Over time, the fraudsters established personal rapport with the victims and directed the victims to wire money—sometimes hundreds of thousands of dollars—to shell company accounts in New York, Hong Kong, and Singapore. To make the payments, a number of victims spent down their savings and took out loans and mortgages. To receive and launder the victims' payments, Booth worked with other money launderers who established sham companies and then lied to banks to open U.S. bank accounts in the names of those companies.

In total, Booth's boiler room defrauded at least 17 victims of $2,003,993.

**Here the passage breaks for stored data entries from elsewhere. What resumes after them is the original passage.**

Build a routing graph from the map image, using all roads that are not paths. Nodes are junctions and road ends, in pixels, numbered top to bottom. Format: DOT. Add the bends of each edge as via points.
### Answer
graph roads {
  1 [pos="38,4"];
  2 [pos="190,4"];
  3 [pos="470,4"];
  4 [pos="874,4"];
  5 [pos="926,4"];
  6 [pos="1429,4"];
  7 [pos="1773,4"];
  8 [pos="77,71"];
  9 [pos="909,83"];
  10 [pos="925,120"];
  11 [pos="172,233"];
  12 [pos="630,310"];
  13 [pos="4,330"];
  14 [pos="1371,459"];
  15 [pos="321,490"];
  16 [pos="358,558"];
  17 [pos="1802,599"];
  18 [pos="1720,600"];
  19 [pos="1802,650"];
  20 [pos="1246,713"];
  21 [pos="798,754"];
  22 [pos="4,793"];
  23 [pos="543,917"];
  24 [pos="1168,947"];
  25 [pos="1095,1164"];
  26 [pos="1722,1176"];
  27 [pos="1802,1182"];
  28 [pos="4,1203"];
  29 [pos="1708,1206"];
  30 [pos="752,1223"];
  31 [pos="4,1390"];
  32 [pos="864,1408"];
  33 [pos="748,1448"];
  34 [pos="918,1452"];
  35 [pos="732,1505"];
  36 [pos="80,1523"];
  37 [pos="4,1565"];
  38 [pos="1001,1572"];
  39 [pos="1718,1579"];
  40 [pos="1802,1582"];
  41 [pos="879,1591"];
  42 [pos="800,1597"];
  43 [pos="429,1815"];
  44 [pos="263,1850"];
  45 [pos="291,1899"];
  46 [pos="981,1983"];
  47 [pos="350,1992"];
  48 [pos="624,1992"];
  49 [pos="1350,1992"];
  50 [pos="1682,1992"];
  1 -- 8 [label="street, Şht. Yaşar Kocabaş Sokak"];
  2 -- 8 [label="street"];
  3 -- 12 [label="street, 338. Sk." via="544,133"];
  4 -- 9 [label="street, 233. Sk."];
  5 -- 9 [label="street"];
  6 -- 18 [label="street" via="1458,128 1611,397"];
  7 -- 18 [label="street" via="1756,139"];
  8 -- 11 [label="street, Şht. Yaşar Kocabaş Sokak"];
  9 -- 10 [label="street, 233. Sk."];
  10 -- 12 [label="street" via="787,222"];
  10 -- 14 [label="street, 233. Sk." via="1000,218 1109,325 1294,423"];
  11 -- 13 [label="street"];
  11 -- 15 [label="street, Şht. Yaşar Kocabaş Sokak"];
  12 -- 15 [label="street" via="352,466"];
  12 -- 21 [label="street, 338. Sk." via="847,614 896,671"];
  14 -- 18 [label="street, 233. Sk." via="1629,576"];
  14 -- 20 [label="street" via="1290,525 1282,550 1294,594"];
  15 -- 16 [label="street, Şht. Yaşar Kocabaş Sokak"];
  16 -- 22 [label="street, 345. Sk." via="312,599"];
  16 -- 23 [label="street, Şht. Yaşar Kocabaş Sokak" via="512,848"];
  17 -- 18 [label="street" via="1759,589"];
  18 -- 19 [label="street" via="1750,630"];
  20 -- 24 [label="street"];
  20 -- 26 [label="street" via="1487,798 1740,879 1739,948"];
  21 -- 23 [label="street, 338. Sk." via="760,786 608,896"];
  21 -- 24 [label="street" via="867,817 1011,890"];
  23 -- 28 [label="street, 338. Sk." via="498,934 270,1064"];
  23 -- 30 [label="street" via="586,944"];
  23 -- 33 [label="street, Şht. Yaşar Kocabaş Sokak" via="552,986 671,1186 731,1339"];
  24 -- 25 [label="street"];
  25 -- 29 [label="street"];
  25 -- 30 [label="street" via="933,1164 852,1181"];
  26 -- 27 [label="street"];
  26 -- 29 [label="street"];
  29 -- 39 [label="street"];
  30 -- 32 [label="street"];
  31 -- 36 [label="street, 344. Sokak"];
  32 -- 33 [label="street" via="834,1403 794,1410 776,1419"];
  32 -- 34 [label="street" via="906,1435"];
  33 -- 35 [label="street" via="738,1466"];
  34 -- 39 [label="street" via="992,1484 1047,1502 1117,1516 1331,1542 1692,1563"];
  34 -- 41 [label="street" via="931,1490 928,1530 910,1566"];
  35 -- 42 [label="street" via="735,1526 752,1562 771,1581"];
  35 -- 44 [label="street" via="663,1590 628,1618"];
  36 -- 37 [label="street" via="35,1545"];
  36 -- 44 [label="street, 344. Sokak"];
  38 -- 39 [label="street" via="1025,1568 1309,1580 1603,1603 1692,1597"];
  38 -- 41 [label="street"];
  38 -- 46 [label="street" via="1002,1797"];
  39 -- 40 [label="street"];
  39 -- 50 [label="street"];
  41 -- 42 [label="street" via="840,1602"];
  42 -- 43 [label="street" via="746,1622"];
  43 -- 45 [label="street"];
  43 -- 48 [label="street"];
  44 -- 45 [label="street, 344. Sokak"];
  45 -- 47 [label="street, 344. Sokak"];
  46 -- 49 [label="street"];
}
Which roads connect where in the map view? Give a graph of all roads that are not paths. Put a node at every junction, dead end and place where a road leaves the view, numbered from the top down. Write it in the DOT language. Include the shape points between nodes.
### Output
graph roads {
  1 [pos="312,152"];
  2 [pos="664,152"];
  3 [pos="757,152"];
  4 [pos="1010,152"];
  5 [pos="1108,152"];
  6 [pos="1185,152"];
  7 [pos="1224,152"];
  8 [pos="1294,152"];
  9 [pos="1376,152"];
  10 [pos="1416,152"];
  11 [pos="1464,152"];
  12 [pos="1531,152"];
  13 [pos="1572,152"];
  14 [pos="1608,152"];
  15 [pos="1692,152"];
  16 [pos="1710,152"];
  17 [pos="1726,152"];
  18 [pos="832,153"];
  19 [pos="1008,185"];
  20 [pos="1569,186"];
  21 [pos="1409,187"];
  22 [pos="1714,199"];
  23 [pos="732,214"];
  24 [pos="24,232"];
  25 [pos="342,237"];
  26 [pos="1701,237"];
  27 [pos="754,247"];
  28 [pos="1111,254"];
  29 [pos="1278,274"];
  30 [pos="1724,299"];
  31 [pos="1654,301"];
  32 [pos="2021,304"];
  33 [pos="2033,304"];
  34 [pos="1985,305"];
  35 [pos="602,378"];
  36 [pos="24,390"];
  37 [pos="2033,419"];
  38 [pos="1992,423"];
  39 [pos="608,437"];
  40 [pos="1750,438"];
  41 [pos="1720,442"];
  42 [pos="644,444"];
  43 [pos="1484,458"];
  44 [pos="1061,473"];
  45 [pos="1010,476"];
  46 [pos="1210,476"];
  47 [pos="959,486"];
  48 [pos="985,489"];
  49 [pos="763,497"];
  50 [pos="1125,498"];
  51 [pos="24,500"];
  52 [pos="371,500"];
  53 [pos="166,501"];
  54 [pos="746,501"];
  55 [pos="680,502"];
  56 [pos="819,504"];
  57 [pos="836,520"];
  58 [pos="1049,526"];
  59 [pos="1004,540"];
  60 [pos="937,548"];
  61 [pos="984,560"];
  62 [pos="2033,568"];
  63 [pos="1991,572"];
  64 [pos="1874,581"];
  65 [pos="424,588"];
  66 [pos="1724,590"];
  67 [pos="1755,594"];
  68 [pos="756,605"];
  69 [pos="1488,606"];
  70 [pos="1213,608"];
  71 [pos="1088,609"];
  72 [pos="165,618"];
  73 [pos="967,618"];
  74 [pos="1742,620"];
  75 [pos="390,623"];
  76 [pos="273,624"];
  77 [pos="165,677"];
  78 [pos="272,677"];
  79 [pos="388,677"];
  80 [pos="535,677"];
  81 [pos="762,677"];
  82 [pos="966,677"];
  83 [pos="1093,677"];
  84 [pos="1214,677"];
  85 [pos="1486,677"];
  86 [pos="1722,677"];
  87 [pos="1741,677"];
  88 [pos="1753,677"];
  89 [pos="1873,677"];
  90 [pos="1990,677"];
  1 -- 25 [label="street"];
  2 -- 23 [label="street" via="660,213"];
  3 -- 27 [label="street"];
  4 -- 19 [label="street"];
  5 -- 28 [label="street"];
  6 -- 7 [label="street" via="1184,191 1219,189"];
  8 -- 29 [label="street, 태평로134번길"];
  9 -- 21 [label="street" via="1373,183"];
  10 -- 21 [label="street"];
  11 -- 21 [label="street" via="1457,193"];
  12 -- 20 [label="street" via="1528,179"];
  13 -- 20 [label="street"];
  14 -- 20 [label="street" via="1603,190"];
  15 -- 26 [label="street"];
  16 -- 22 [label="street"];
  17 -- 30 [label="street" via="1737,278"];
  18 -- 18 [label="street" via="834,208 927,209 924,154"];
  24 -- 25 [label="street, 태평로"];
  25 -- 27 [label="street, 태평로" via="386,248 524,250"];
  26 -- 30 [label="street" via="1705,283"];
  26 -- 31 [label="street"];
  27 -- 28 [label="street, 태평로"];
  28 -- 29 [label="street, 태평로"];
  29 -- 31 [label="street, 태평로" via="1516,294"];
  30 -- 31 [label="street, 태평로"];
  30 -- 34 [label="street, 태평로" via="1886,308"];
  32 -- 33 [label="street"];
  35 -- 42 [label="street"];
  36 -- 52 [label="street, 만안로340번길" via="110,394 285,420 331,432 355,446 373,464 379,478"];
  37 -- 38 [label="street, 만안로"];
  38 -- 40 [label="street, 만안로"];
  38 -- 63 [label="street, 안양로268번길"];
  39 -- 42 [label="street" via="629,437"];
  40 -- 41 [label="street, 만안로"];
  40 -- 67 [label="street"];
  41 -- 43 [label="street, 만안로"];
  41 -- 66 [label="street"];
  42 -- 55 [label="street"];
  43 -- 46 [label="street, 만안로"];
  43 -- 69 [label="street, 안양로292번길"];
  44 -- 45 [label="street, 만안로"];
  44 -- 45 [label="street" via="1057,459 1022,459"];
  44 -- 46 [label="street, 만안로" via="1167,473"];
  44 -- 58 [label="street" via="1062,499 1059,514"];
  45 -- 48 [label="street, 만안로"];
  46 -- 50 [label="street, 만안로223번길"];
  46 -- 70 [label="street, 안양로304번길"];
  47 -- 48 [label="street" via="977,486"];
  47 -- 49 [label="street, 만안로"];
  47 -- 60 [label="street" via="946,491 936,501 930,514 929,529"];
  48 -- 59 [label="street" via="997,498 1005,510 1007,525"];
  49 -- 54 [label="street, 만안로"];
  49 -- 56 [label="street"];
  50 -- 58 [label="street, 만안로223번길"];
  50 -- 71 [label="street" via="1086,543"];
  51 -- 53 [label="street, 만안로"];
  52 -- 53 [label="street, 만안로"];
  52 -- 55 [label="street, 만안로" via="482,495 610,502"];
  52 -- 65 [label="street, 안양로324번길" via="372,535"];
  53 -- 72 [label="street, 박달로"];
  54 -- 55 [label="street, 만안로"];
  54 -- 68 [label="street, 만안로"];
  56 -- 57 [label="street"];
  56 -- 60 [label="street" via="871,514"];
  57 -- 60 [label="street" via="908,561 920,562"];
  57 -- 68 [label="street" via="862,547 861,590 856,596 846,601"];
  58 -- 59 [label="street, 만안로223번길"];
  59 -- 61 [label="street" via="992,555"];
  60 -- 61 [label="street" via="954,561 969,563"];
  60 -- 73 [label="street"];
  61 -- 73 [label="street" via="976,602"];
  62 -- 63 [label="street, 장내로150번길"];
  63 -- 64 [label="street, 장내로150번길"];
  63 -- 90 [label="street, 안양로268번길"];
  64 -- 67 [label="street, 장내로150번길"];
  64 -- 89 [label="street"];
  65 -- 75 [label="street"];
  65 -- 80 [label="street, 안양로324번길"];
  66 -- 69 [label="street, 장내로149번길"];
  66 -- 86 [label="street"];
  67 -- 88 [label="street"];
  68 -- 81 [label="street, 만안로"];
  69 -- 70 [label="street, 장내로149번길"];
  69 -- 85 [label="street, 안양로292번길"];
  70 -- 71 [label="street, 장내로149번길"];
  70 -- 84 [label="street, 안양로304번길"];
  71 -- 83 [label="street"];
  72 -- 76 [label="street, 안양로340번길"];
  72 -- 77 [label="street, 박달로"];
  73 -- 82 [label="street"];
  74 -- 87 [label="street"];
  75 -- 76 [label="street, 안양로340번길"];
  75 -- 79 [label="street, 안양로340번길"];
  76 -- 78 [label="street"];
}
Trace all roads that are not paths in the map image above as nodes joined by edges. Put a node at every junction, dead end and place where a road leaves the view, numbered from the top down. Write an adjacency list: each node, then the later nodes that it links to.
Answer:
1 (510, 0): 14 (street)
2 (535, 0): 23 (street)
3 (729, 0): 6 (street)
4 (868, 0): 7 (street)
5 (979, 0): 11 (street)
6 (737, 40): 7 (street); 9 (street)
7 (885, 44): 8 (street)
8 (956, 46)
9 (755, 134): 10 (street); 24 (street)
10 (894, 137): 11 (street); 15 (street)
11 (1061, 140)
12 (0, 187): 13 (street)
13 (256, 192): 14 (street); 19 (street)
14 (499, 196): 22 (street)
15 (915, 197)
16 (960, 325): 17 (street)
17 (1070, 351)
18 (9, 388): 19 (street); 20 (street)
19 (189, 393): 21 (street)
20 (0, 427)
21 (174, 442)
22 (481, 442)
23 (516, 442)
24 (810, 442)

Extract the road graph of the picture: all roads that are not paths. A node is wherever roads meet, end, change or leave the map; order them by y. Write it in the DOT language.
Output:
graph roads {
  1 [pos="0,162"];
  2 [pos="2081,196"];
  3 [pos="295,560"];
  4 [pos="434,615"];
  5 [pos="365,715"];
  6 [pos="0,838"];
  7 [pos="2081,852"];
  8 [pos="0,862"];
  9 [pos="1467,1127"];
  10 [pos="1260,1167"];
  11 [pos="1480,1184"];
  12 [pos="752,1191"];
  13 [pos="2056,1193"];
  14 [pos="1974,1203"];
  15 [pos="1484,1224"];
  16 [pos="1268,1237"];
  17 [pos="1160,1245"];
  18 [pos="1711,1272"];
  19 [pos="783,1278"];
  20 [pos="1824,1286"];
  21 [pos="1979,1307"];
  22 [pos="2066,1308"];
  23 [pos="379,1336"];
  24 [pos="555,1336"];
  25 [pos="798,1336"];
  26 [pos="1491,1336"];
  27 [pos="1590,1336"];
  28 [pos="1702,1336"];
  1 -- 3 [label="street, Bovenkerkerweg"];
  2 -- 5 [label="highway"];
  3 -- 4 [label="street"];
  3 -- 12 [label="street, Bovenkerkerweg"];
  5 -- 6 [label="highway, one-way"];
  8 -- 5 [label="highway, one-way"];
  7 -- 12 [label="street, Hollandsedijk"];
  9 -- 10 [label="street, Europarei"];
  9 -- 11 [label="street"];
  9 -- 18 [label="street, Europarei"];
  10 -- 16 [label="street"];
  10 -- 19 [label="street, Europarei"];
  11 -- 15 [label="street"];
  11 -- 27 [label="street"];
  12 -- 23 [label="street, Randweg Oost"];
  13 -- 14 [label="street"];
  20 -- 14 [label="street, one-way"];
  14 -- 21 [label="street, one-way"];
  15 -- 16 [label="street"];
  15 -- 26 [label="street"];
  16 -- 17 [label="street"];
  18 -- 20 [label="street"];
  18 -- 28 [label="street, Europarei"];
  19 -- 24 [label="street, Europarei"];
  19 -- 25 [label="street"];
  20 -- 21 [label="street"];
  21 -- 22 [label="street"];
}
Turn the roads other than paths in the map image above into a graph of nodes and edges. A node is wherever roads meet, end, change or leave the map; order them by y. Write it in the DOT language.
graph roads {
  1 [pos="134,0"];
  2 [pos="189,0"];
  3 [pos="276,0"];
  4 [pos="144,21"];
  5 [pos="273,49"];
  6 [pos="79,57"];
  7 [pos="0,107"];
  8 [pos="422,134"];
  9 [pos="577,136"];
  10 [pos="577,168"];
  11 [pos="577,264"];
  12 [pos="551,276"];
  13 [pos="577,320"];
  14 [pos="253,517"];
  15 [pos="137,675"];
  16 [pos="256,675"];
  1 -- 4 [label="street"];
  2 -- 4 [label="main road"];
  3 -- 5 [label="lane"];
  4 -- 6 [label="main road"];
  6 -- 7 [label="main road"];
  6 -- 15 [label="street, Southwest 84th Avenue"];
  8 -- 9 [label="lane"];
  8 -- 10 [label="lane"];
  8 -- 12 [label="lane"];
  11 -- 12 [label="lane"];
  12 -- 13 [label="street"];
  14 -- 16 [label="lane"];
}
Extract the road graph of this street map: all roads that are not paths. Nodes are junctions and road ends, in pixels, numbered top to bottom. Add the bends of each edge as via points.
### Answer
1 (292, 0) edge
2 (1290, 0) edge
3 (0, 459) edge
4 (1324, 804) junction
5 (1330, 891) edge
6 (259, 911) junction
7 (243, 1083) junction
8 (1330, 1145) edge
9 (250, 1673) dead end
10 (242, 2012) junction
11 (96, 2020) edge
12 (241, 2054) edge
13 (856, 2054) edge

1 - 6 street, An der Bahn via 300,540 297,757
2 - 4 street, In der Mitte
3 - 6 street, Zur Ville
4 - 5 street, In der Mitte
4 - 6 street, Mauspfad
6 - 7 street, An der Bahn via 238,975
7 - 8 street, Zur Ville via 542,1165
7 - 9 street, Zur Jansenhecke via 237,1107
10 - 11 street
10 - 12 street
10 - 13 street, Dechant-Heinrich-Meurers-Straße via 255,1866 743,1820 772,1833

On April 27, 2022, Booth was convicted of conspiracies to commit securities fraud, wire fraud and money laundering after a six-day jury trial before Judge Rakoff. In addition to the prison sentence, Booth was sentenced to 3 years of supervised release. Orders have also been entered for $2,003,883 in restitution and $780,981.86 in forfeiture.

Mr. Williams praised the outstanding investigative work of the Special Agents of the United States Attorney's Office, IRS-CI, HSI, and their partnership with the J5. The J5 works together to gather information, share intelligence and conduct coordinated operations against transnational financial crimes. The J5 includes the Australian Taxation Office, the Canadian Revenue Agency, the Dutch Fiscal Information and Investigation Service, Her Majesty's Revenue and Customs from the U.K. and IRS-CI from the U.S.

This case is being handled by the Office's General Crimes Unit. Assistant United States Attorneys Andrew Jones, Jane Y. Chong, and Andrew Thomas are in charge of the prosecution.